Required work
Across all the records, filter for lines with the word "edges" and copy them.

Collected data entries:
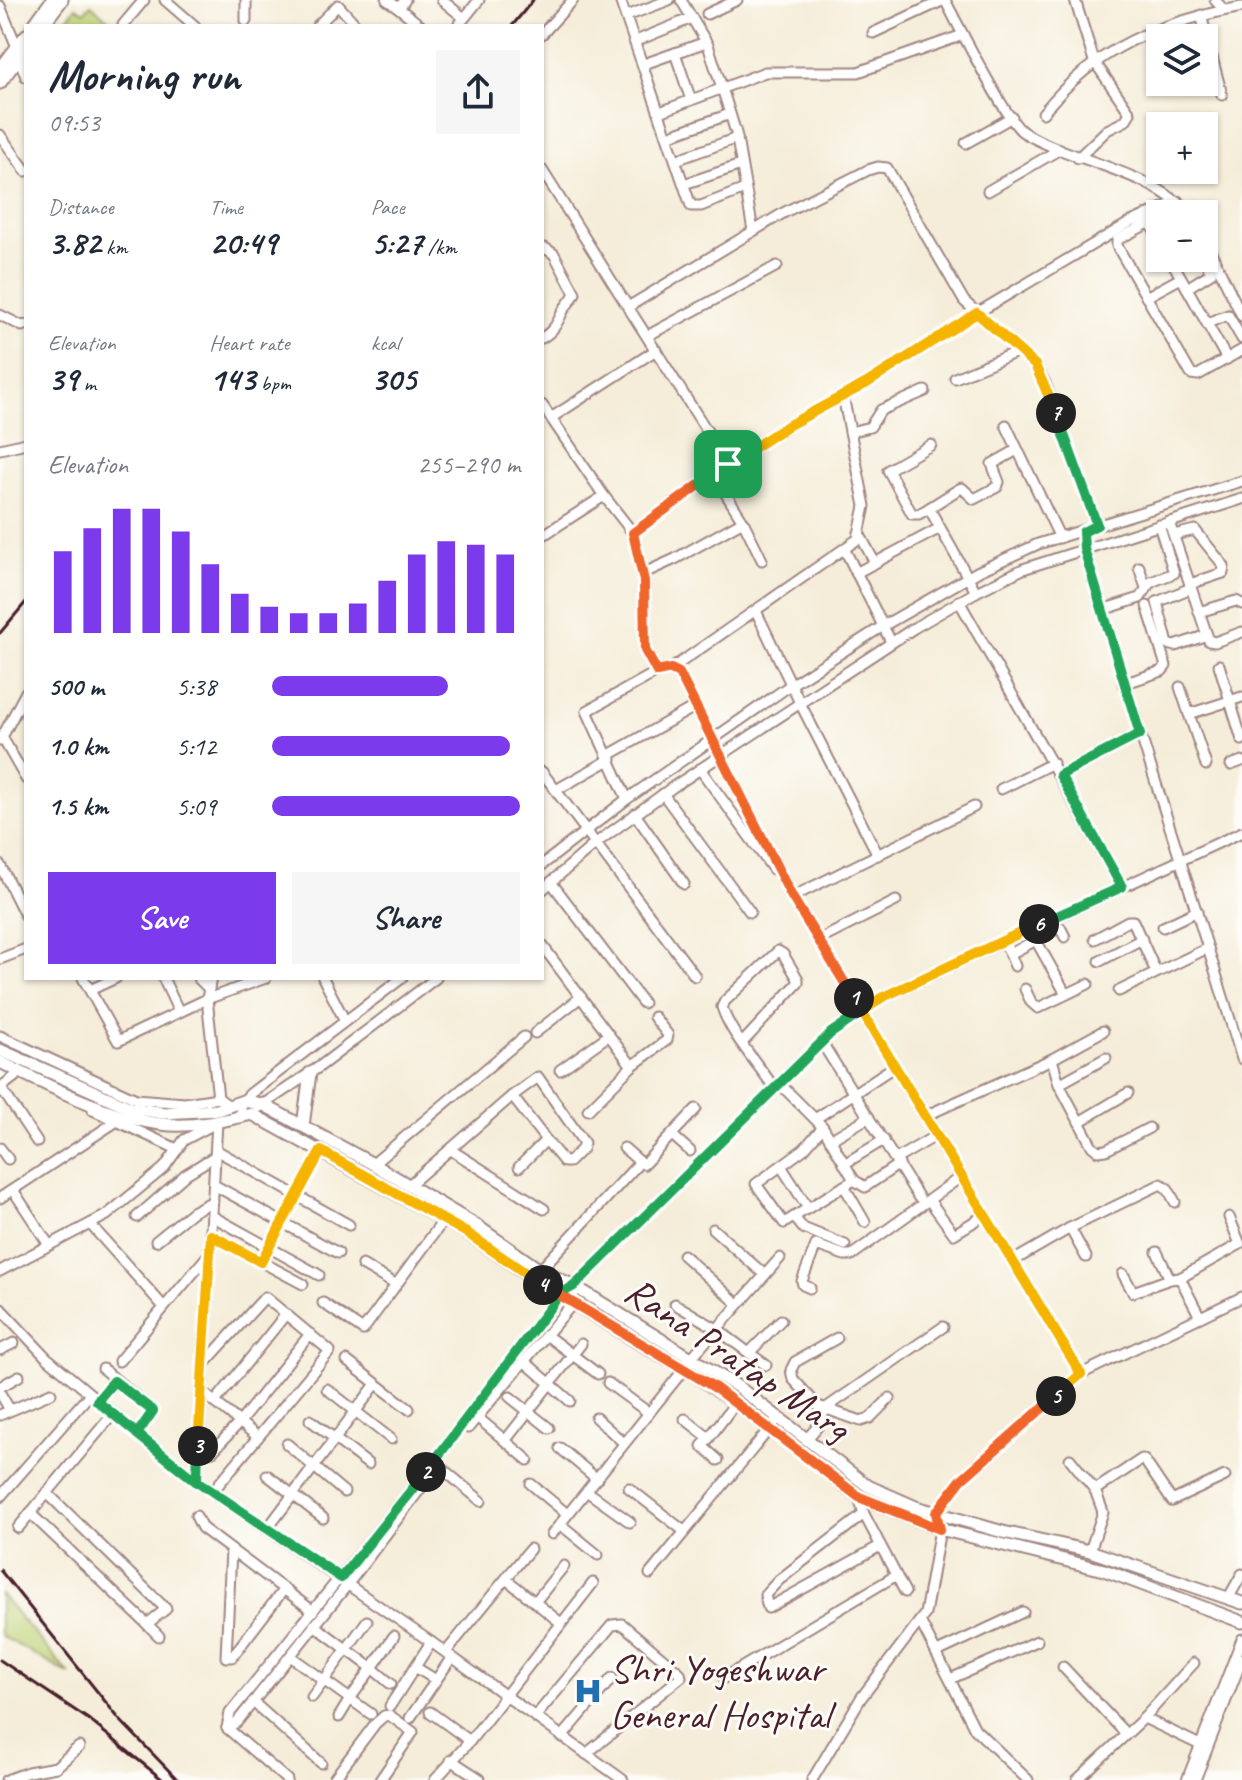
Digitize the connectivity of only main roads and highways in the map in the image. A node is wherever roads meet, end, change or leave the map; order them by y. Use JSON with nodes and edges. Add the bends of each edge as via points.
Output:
{"nodes":[{"id":1,"x":52,"y":0,"type":"edge"},
{"id":2,"x":62,"y":0,"type":"edge"},
{"id":3,"x":34,"y":24,"type":"edge"},
{"id":4,"x":44,"y":24,"type":"edge"},
{"id":5,"x":21,"y":51,"type":"edge"},
{"id":6,"x":0,"y":69,"type":"edge"},
{"id":7,"x":0,"y":83,"type":"edge"},
{"id":8,"x":0,"y":1050,"type":"edge"},
{"id":9,"x":0,"y":1065,"type":"edge"},
{"id":10,"x":310,"y":1073,"type":"road end"},
{"id":11,"x":217,"y":1110,"type":"junction"},
{"id":12,"x":303,"y":1126,"type":"junction"},
{"id":13,"x":688,"y":1363,"type":"junction"},
{"id":14,"x":1242,"y":1603,"type":"edge"},
{"id":15,"x":1242,"y":1622,"type":"edge"}],
"edges":[{"from":1,"to":3,"type":"main road"},
{"from":2,"to":4,"type":"main road"},
{"from":5,"to":6,"type":"main road"},
{"from":5,"to":7,"type":"main road"},
{"from":8,"to":11,"type":"main road","via":[[131,1108],[164,1113]]},
{"from":9,"to":11,"type":"main road","via":[[128,1119],[195,1123]]},
{"from":10,"to":12,"type":"main road"},
{"from":11,"to":12,"type":"main road","name":"Rana Pratap Marg","via":[[243,1101],[262,1104]]},
{"from":11,"to":13,"type":"main road","name":"Rana Pratap Marg","via":[[239,1117],[252,1114],[321,1151],[467,1233],[573,1303]]},
{"from":12,"to":13,"type":"main road","name":"Rana Pratap Marg","via":[[477,1226]]},
{"from":13,"to":14,"type":"main road","name":"Rana Pratap Marg","via":[[738,1387],[868,1486],[936,1513],[1090,1551]]},
{"from":13,"to":15,"type":"main road","name":"Rana Pratap Marg","via":[[859,1497],[940,1529],[1104,1570]]}]}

Response for this exercise
Digitize the connectivity of only main roads and highways in the map in the image. A node is wherever roads meet, end, change or leave the map; order them by y. Use JSON with nodes and edges. Add the bends of each edge as via points.
"edges":[{"from":1,"to":3,"type":"main road"},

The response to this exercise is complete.